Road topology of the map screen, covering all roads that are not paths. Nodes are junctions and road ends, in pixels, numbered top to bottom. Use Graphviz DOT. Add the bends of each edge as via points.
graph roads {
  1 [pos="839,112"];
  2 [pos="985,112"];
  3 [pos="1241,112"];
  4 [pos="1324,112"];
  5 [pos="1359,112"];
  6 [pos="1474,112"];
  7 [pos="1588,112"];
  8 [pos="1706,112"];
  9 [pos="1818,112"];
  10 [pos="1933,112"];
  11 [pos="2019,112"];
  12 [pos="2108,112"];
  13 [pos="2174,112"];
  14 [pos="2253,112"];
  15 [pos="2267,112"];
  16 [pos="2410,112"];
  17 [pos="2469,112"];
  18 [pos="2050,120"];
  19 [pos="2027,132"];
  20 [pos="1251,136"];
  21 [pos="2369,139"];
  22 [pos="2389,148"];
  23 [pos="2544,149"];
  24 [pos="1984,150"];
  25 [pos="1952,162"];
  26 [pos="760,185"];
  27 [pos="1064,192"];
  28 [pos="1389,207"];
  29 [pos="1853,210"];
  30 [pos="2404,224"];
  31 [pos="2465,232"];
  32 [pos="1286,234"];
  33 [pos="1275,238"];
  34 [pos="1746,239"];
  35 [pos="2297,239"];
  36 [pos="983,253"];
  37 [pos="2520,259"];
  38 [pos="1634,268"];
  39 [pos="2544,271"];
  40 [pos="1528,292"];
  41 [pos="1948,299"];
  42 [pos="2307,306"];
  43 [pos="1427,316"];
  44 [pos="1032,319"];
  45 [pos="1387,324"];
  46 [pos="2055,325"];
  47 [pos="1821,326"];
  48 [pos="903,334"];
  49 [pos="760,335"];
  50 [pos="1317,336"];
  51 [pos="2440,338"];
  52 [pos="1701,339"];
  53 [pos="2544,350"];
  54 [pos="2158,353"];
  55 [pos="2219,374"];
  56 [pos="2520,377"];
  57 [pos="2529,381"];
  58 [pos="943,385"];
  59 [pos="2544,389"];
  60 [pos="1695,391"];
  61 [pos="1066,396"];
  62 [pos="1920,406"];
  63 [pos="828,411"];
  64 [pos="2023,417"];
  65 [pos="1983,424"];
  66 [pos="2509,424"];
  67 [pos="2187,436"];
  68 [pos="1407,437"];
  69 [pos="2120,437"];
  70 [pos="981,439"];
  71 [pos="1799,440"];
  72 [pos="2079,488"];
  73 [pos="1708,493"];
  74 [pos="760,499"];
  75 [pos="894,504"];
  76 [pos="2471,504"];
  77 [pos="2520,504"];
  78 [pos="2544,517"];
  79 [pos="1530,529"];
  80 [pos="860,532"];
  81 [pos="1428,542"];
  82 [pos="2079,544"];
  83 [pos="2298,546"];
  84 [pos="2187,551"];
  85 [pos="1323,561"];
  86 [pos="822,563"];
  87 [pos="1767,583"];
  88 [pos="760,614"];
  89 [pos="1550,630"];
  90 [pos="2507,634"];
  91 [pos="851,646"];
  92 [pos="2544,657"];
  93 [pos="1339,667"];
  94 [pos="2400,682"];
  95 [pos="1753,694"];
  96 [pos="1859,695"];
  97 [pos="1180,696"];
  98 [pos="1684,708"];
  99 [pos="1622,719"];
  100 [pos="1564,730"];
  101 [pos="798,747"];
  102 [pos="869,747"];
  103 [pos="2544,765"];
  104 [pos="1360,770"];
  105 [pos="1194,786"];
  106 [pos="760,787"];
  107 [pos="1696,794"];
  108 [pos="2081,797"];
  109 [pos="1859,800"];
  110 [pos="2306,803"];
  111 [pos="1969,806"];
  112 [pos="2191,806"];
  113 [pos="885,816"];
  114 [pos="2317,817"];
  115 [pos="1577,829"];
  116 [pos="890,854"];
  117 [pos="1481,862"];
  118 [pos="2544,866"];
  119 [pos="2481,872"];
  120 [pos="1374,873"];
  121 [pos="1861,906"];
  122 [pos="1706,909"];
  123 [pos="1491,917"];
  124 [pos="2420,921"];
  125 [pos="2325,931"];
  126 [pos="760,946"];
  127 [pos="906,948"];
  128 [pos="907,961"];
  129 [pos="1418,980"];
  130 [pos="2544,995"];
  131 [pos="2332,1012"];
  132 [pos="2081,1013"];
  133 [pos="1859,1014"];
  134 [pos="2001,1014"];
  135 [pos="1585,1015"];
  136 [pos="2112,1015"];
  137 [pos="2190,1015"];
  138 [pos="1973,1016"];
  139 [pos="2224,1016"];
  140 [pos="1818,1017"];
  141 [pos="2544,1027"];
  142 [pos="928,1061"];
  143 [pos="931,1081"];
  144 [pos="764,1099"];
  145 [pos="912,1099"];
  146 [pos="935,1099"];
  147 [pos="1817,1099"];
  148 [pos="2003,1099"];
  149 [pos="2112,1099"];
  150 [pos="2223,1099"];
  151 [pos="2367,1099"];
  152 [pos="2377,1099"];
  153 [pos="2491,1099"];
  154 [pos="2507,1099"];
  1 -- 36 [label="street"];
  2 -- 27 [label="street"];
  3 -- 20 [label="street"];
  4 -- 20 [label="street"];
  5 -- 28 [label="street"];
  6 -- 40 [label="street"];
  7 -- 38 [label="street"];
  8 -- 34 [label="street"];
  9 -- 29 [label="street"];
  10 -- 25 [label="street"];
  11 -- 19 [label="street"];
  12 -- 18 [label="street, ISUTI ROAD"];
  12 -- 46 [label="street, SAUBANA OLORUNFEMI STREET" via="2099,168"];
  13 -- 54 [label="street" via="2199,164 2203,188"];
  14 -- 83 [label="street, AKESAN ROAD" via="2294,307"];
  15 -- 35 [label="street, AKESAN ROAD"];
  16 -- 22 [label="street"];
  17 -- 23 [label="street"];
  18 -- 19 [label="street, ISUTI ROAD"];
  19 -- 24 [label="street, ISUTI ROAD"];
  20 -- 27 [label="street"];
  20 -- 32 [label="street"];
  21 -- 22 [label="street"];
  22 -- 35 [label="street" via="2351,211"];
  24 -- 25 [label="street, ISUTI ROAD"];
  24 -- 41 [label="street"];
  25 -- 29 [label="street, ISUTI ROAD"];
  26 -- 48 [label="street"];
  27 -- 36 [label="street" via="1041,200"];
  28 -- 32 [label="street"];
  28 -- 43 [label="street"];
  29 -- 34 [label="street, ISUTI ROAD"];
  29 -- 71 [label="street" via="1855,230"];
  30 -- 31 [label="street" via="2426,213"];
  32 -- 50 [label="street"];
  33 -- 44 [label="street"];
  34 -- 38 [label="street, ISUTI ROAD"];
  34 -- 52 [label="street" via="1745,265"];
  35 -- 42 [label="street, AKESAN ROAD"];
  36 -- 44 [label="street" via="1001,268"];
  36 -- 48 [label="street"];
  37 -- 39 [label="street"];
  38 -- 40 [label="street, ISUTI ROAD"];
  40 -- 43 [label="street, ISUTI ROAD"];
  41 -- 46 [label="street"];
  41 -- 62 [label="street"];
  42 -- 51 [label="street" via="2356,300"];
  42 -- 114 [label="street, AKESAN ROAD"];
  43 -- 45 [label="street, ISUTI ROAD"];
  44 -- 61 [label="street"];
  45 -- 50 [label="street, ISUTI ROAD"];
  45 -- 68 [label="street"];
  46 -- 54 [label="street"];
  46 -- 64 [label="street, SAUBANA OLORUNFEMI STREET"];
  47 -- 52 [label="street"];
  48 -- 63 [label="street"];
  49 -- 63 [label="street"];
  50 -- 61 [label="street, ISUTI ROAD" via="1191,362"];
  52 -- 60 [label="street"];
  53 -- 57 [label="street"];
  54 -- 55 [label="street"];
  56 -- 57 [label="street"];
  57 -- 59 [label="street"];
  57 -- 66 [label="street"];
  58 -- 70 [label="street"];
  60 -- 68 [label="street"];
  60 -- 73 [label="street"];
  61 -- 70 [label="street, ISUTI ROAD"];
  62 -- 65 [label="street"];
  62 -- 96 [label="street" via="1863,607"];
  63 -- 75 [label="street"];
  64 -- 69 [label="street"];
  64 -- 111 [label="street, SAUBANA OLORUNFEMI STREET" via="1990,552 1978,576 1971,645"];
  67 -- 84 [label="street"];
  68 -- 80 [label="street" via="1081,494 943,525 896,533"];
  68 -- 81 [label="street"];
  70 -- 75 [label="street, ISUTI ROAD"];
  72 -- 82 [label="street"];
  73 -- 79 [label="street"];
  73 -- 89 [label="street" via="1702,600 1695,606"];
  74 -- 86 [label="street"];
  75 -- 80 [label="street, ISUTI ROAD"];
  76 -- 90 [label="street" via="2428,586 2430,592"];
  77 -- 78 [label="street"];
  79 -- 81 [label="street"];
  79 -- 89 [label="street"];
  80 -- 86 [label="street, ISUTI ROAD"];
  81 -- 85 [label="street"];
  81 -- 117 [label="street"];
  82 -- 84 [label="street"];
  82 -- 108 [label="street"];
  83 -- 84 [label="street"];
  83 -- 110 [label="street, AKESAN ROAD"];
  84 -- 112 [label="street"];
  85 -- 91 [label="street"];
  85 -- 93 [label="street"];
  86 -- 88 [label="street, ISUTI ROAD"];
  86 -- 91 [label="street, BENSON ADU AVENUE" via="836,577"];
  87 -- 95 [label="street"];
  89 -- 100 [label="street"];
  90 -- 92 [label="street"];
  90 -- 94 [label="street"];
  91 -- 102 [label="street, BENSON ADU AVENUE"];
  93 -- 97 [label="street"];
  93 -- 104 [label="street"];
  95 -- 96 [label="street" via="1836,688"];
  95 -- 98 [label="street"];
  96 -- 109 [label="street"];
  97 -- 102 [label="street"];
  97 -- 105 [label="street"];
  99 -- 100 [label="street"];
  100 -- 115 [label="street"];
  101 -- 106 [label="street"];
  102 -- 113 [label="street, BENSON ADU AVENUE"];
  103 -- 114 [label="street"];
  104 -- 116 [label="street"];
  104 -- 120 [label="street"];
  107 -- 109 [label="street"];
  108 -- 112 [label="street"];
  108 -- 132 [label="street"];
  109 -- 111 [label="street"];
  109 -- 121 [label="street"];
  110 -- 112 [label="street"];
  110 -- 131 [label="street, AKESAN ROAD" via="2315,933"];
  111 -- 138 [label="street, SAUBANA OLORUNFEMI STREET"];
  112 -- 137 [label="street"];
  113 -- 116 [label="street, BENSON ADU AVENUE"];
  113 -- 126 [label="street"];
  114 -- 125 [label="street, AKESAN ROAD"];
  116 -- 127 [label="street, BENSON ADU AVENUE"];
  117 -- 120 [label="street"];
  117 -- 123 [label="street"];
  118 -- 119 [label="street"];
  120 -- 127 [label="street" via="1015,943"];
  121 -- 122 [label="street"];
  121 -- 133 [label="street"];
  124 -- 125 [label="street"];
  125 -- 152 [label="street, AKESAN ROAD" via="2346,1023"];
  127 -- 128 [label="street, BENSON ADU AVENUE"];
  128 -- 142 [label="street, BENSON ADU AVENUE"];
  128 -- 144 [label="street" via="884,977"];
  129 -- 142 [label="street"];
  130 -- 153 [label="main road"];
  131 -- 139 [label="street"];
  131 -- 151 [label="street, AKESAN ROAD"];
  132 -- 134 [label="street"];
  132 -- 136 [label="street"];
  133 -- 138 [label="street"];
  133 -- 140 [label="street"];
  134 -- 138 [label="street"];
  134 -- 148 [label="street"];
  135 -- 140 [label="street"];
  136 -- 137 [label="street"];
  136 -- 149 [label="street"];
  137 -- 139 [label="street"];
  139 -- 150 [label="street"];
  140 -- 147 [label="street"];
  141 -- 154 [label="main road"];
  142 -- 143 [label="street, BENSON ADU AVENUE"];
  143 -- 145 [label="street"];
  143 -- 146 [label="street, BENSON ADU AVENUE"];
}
________________________________________
■ Brief
Filter the entries above down to the lines that hold the word "AKESAN", and copy those lines.

■ Exercise output
  14 -- 83 [label="street, AKESAN ROAD" via="2294,307"];
  15 -- 35 [label="street, AKESAN ROAD"];
  35 -- 42 [label="street, AKESAN ROAD"];
  42 -- 114 [label="street, AKESAN ROAD"];
  83 -- 110 [label="street, AKESAN ROAD"];
  110 -- 131 [label="street, AKESAN ROAD" via="2315,933"];
  114 -- 125 [label="street, AKESAN ROAD"];
  125 -- 152 [label="street, AKESAN ROAD" via="2346,1023"];
  131 -- 151 [label="street, AKESAN ROAD"];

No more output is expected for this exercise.